A sidenote: That English class had been getting unmanageably large…60+ children for three teachers. Brain-boggling. We thought that maybe once we started the Bible class some of the parents would stop sending their children, but it has seemed to have the opposite effect, and more children are coming regularly. Usually 70+ per night! That leaves us a little understaffed and breathless at times, but we’re excited at how well the teaching has been received.
Have a wonderful weekend y’all! Until next time….
God bless you for your work in Cambodia. If you ever get over to Banteay Meanchey where I spent 3 months in 2004, Please be on the lookout for Eam Thear. Eam Thear is the orphan I rescued and placed in an orphanage “Little Sprout” in Phnom Penh. He has found family in Banteay Meanchey.
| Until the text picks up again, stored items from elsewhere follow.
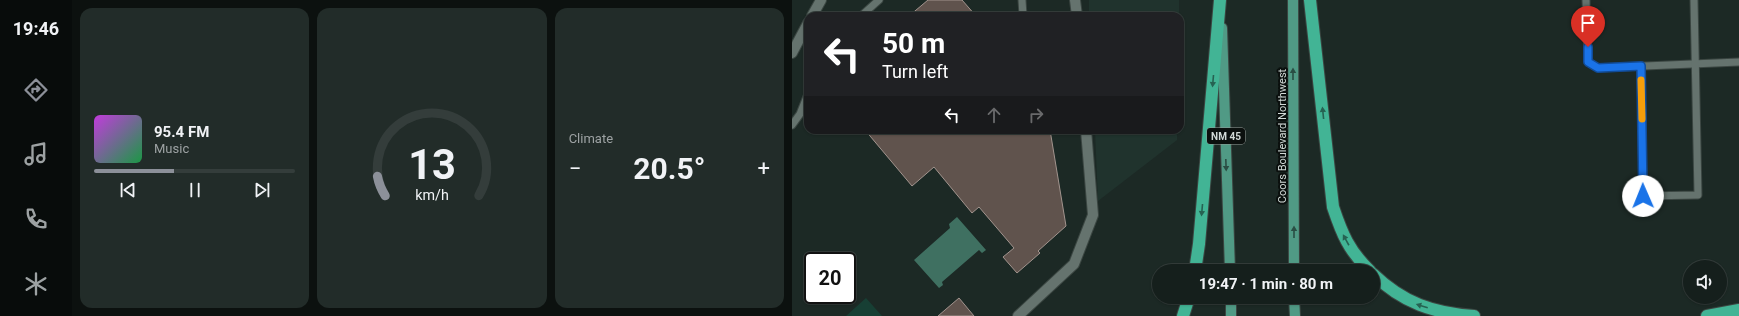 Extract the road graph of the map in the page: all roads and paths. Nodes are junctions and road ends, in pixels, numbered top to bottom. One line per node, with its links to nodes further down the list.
1 (821, 0): 10 (street)
2 (879, 0): 11 (lane)
3 (1022, 0): 12 (lane)
4 (1075, 0): 13 (street)
5 (1221, 0): 22 (highway, one-way to 22); 23 (main road, NM 45, one-way to 23)
6 (1293, 0): 24 (main road, Coors Boulevard Northwest, one-way to 6)
7 (1310, 0): 25 (highway, one-way to 7)
8 (1586, 0): 18 (lane)
9 (1694, 0): 17 (lane)
10 (814, 12)
11 (866, 12)
12 (1023, 12)
13 (1076, 12)
14 (804, 31): 15 (street)
15 (794, 47)
16 (1739, 62): 17 (lane)
17 (1696, 64): 18 (lane); 18 (lane)
18 (1641, 66)
19 (804, 104): 20 (lane)
20 (792, 125)
21 (1086, 134): 31 (street)
22 (1196, 264)
23 (1230, 264)
24 (1294, 264)
25 (1362, 264)
26 (1380, 281): 35 (highway, one-way to 26)
27 (1187, 304): 32 (highway)
28 (1231, 304): 33 (main road)
29 (1294, 304): 34 (main road)
30 (1739, 310): 36 (highway)
31 (1018, 316)
32 (1183, 316)
33 (1232, 316)
34 (1294, 316)
35 (1474, 316)
36 (1707, 316) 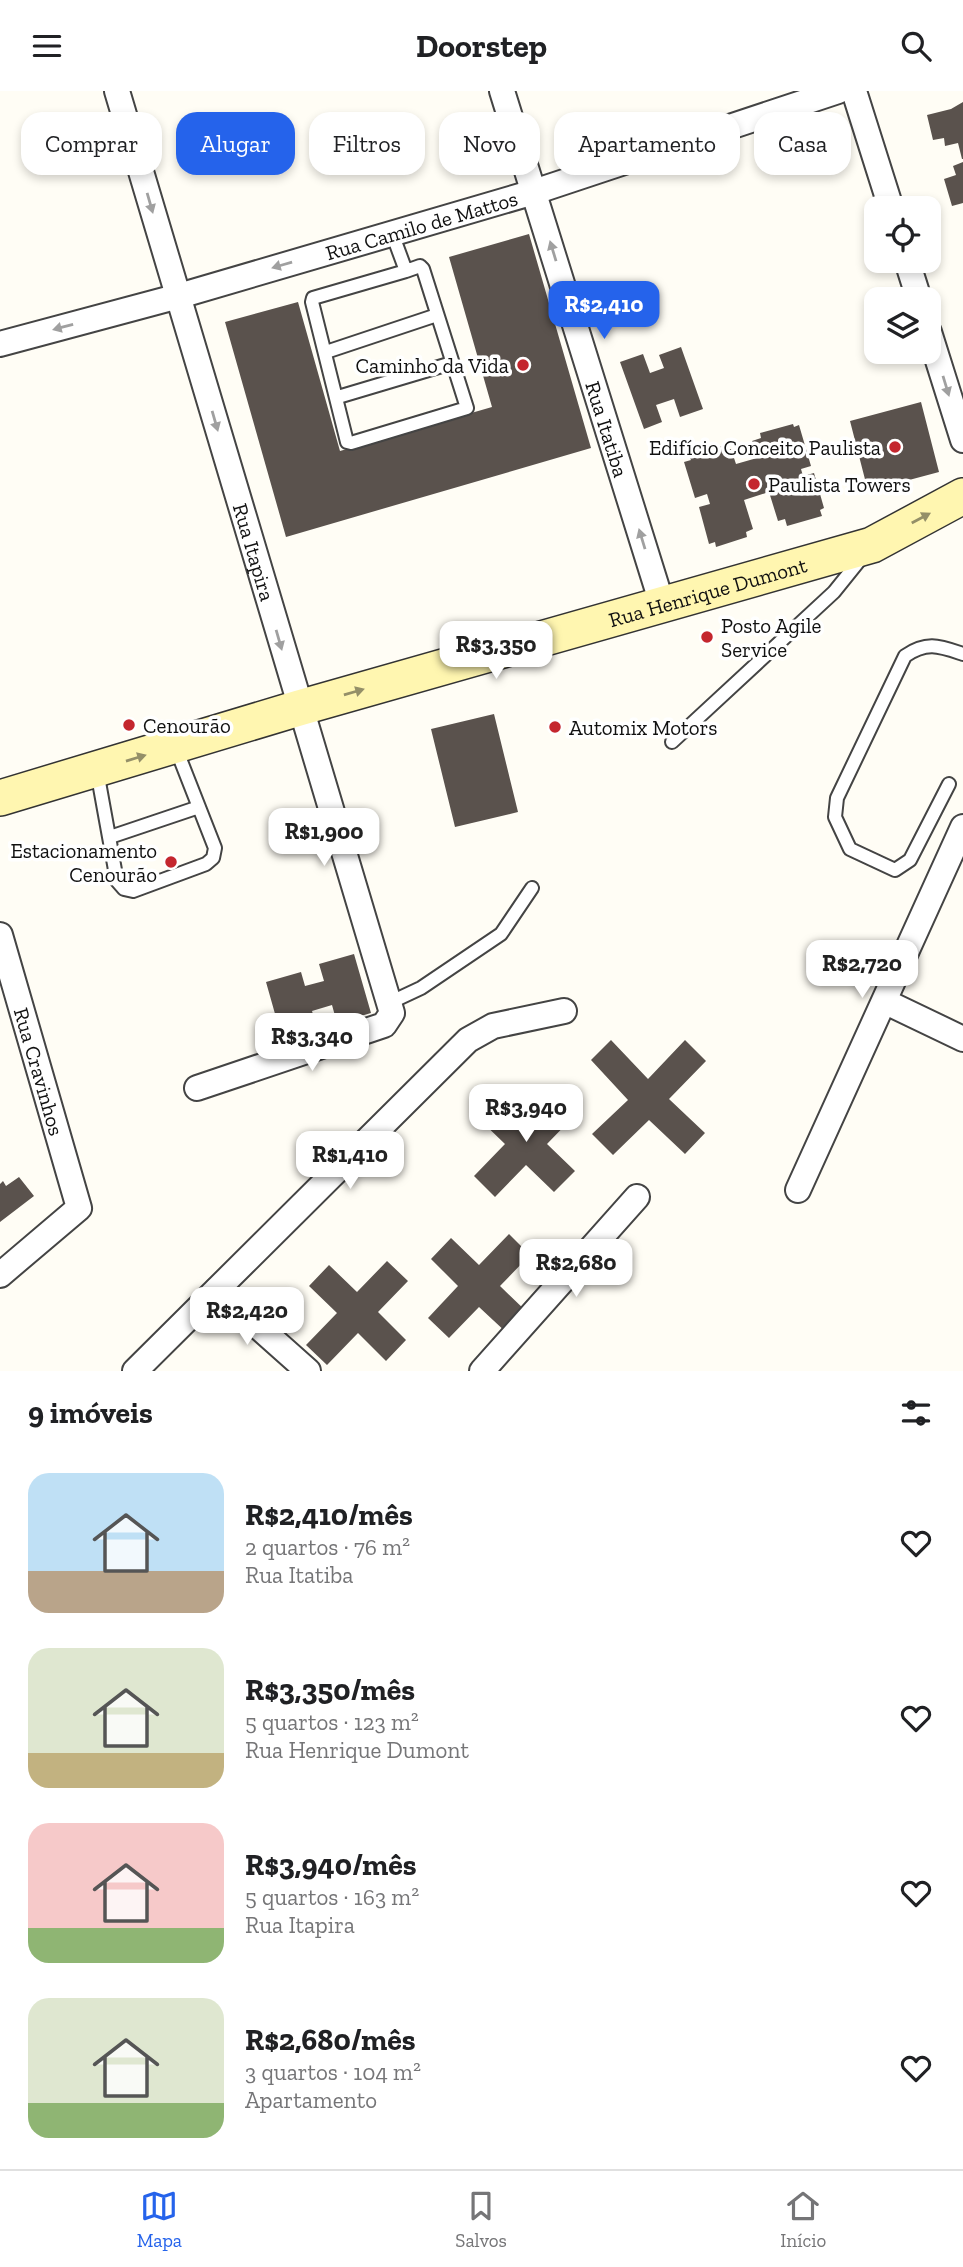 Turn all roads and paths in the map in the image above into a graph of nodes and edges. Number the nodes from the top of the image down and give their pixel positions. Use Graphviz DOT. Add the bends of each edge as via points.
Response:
graph roads {
  1 [pos="117,91"];
  2 [pos="502,91"];
  3 [pos="838,91"];
  4 [pos="854,91"];
  5 [pos="534,191"];
  6 [pos="887,196"];
  7 [pos="392,233"];
  8 [pos="406,271"];
  9 [pos="178,296"];
  10 [pos="437,315"];
  11 [pos="0,344"];
  12 [pos="326,352"];
  13 [pos="452,363"];
  14 [pos="939,364"];
  15 [pos="338,397"];
  16 [pos="963,440"];
  17 [pos="963,496"];
  18 [pos="872,545"];
  19 [pos="662,604"];
  20 [pos="963,654"];
  21 [pos="299,708"];
  22 [pos="672,742"];
  23 [pos="175,745"];
  24 [pos="97,769"];
  25 [pos="949,784"];
  26 [pos="0,799"];
  27 [pos="199,807"];
  28 [pos="963,827"];
  29 [pos="110,838"];
  30 [pos="532,888"];
  31 [pos="0,935"];
  32 [pos="886,1002"];
  33 [pos="390,1008"];
  34 [pos="564,1011"];
  35 [pos="963,1039"];
  36 [pos="197,1088"];
  37 [pos="798,1190"];
  38 [pos="637,1197"];
  39 [pos="0,1275"];
  40 [pos="218,1290"];
  41 [pos="135,1371"];
  42 [pos="308,1371"];
  43 [pos="482,1371"];
  1 -- 9 [label="street, Rua Itapira, one-way"];
  2 -- 5 [label="street, Rua Itatiba"];
  3 -- 5 [label="street, Rua Camilo de Mattos"];
  4 -- 6 [label="street"];
  5 -- 7 [label="street, Rua Camilo de Mattos"];
  19 -- 5 [label="street, Rua Itatiba, one-way"];
  7 -- 8 [label="lane"];
  7 -- 9 [label="street, Rua Camilo de Mattos, one-way"];
  8 -- 10 [label="lane" via="422,267"];
  8 -- 12 [label="lane" via="313,298"];
  9 -- 11 [label="street, Rua Camilo de Mattos, one-way"];
  9 -- 21 [label="street, Rua Itapira, one-way"];
  10 -- 12 [label="lane"];
  10 -- 13 [label="lane"];
  12 -- 15 [label="lane"];
  13 -- 15 [label="lane"];
  13 -- 15 [label="lane" via="465,409 364,440 347,442"];
  14 -- 16 [label="street, one-way"];
  18 -- 17 [label="street, Rua Henrique Dumont, one-way"];
  18 -- 19 [label="street, Rua Henrique Dumont"];
  18 -- 22 [label="lane" via="834,592"];
  21 -- 19 [label="street, Rua Henrique Dumont, one-way"];
  20 -- 25 [label="lane" via="932,644 905,656 837,798 835,817 850,849 895,870 910,860"];
  21 -- 23 [label="street, Rua Henrique Dumont"];
  21 -- 33 [label="street, Rua Itapira"];
  24 -- 23 [label="street, Rua Henrique Dumont, one-way"];
  23 -- 27 [label="lane"];
  24 -- 26 [label="street, Rua Henrique Dumont"];
  24 -- 29 [label="lane"];
  27 -- 29 [label="lane"];
  27 -- 29 [label="lane" via="215,848 213,857 206,864 133,891 117,881"];
  28 -- 32 [label="street"];
  30 -- 33 [label="lane" via="501,934"];
  31 -- 39 [label="street, Rua Cravinhos" via="79,1208"];
  32 -- 35 [label="street"];
  32 -- 37 [label="street"];
  33 -- 36 [label="street" via="384,1024"];
  34 -- 40 [label="street" via="493,1025 468,1040"];
  38 -- 43 [label="street"];
  40 -- 41 [label="street"];
  40 -- 42 [label="street"];
}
I have kept him in my prayers ever since and have been praying that he could somehow meet up with you. He is 17 years old and loves to play soccer.
This was just wonderful reading and looking at the pics. We love your family so much! Prayers for the seed to fall on fertile soil! Lois Mast
PRAISE THE LORD!!! This was so touching…so wonderful!! May GOD be GLORIFIED! & may HE give you all Strength & wisdom as you ‘plant & Water’!! Thanks for ALL the wonderful pictures…they ‘speak’ many words!!
So wonderful! Bless you and your family for what you give. It is SO refreshing to hear about open hearts.